• Instructions to follow
Where the line with "Write the network of every" appears in the records below, start there and transcribe each line exactly through the last.

[Stored data]
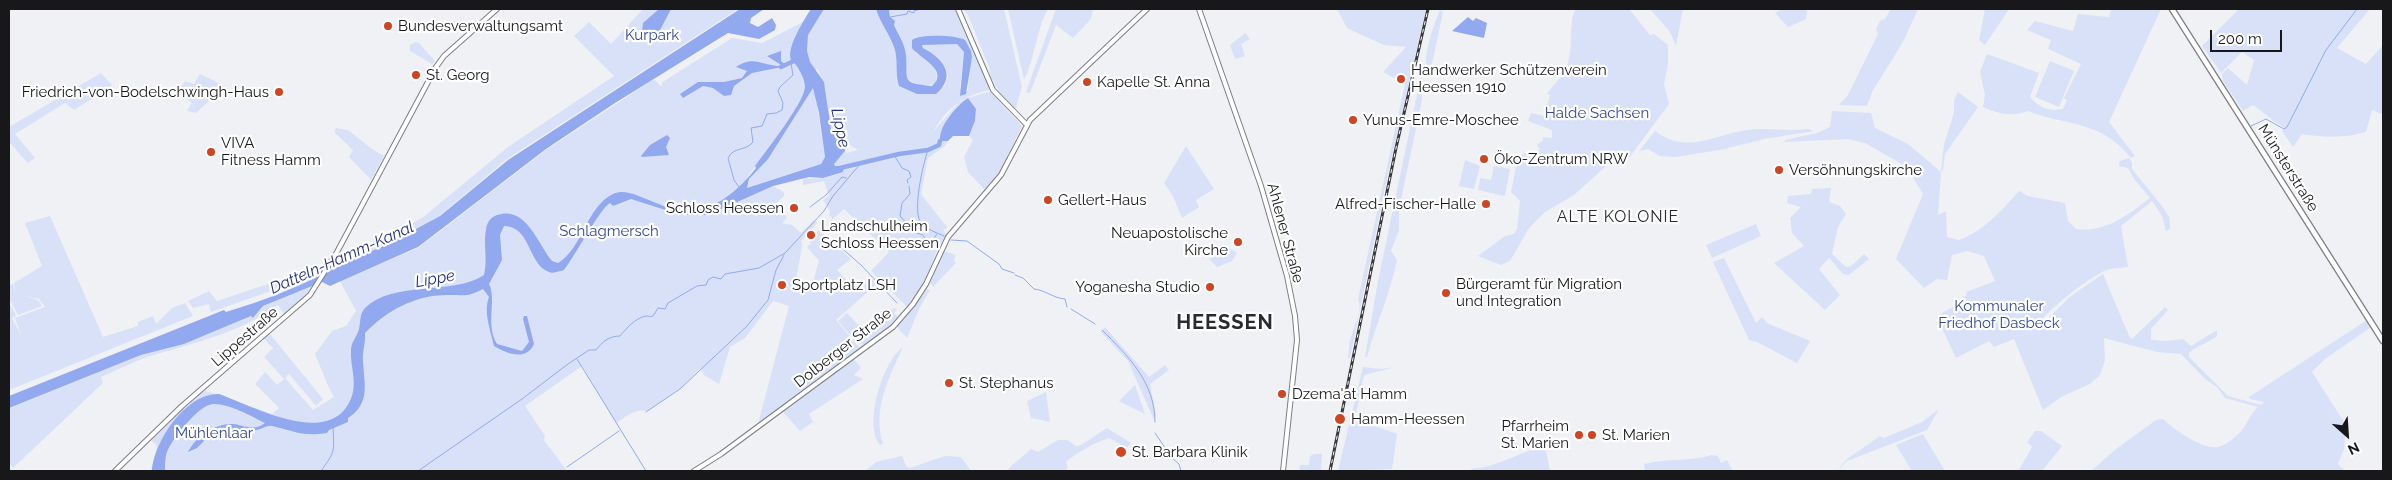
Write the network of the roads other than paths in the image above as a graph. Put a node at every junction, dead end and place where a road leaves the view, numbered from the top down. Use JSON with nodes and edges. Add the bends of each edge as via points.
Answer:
{"nodes":[{"id":1,"x":497,"y":9,"type":"edge"},
{"id":2,"x":958,"y":9,"type":"edge"},
{"id":3,"x":1147,"y":9,"type":"edge"},
{"id":4,"x":1199,"y":9,"type":"edge"},
{"id":5,"x":2172,"y":9,"type":"edge"},
{"id":6,"x":1027,"y":125,"type":"junction"},
{"id":7,"x":2383,"y":342,"type":"edge"},
{"id":8,"x":115,"y":471,"type":"edge"},
{"id":9,"x":694,"y":471,"type":"edge"},
{"id":10,"x":1283,"y":471,"type":"edge"}],
"edges":[{"from":1,"to":8,"type":"main road","name":"Lippestraße","via":[[437,65],[325,271],[298,308],[267,330]]},
{"from":2,"to":6,"type":"main road","via":[[993,92]]},
{"from":3,"to":6,"type":"main road","name":"Dolberger Straße"},
{"from":4,"to":10,"type":"main road","name":"Ahlener Straße","via":[[1261,186],[1295,316],[1297,340]]},
{"from":5,"to":7,"type":"main road","name":"Münsterstraße"},
{"from":6,"to":9,"type":"main road","name":"Dolberger Straße","via":[[1001,175],[948,237],[922,290],[893,327]]}]}
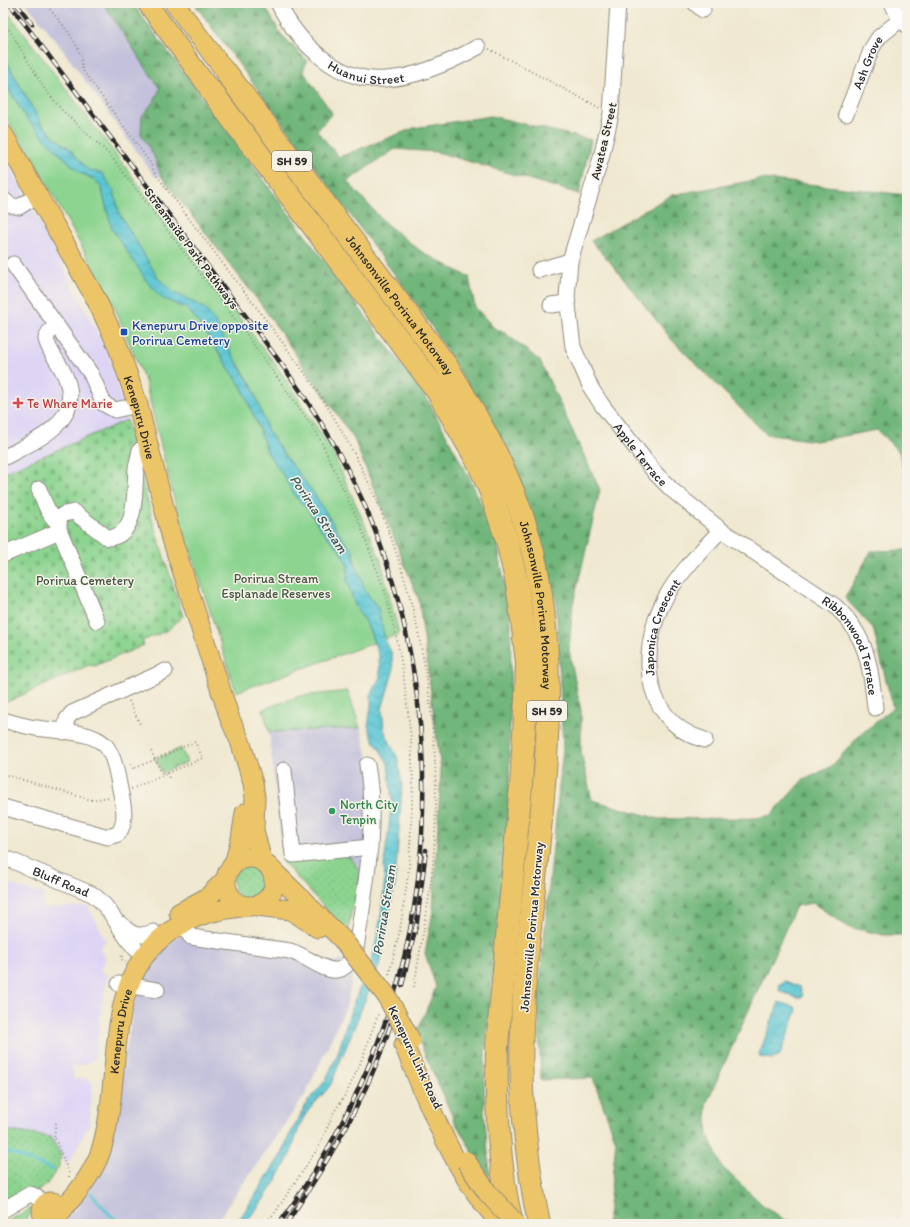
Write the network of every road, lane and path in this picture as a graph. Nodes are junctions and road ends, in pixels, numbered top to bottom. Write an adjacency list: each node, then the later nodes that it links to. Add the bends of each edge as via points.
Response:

• Answer to this problem
Write the network of every road, lane and path in this picture as a graph. Nodes are junctions and road ends, in pixels, numbered top to bottom. Write an adjacency list: each node, then the later nodes that it links to. Add the bends of each edge as via points.
Response:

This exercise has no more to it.